As is usual with such potential markets, sugar is one of the major stumbling blocks with, for instance, the USA not wanting to have concede access to Australian sugar. There was yet another round of talks [the 19th apparently] in Brunei last month so watch this space.

AUSTRALIA

People are talking up this year’s and next year’s Australian crop, saying that the weather is [finally] looking better than in recent years. Credit is also being given to Wilmar which is said to have invested heavily in its mills since taking over CSR/Sucrogen in 2010.

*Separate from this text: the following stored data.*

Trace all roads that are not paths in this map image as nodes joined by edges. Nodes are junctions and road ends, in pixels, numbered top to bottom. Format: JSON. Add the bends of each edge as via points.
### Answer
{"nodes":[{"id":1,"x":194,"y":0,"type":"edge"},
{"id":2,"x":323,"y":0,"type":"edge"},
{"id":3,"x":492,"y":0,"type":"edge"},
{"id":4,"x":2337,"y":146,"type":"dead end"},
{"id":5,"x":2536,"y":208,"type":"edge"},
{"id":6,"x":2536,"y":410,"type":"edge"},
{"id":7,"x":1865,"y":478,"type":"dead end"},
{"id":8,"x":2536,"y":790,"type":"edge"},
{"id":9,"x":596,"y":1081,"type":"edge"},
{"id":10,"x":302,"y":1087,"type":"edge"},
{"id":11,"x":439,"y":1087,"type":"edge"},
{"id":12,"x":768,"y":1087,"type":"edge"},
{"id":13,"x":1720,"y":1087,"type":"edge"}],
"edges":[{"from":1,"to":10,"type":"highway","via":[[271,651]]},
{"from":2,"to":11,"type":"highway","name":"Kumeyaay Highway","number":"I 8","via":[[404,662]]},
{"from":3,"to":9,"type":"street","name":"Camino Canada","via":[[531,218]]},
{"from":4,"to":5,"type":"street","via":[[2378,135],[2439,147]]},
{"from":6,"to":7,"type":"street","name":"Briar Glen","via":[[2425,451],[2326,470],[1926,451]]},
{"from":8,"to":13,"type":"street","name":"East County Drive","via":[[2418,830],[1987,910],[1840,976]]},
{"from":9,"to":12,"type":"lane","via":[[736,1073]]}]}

Meanwhile, ‘Sugar Research Australia’ has been officially launched. This new body is being funded by an industry wide levy but it still seems to come under the aegis of the government having been appointed by the Minister of Agriculture, Fisheries and Forestry as the sugarcane industry’s service body. It seems to have been formed out of the rump of BSES but where does that leave SRI?

PHILIPPINES

The Philippines’ government is also moving towards a more robust ethanol programme. That country’s Sugar Regulatory Administrator has announced that next year’s allocations will allow producers to convert sugar from a world market designation to ethanol feedstock.

USA

Last month, the US Federal Government started buying from sugar producers to on-sell to ethanol producers in order to avoid defaults on loans by the sugar producers. However, it seems there is a glut in the corn market at the moment so the ethanol companies are not really interested and the buying price doesn’t seem to interest the sugar companies as less than 100 000 short tons was tendered.

BARBADOS

The Guatemalan government has announced that it is willing to help Barbados restructure what is left of its sugar industry. What is less clear is whether any of the Guatemalan sugar companies will be prepared to help. It is certainly very doubtful that they will be prepared to invest.

SKELDON

One of Guyana’s local newspapers is reporting that South Africa’s Bosch Projects has recently completed US$ 30 million of remedial works at Skeldon, just 5 years after the $ 200 million project eventually opened. Not a good advert for the Chinese contractor.

BRAZIL

Some interesting data has been released by Unica, the Brazilian Sugarcane Industry Association. The industry has gone from one where tens of mills were opening every year in the last decade to one where the opposite is true : about 40 mills have closed so far this decade and another 60 are expected to close by the middle of the decade as a result of unmanageable debts. Perhaps the most telling statistic though was the $4 billion which had to be spent in 2012 [one year!] in ploughing out and replanting when the industry finally realised that you cannot neglect the basics, particularly not in sugarcane agriculture.

SUGAR TO GLYCOL

A Vancouver company, S2G Biocom, is talking of establishing a 100 000 t/a beet to glycol factory in southern Alberta. It already has a similar capacity corn glucose to glycol factory operating in China. The technology involves a double hydrogen treatment : firstly hydrogenation and then hydrogenolysis.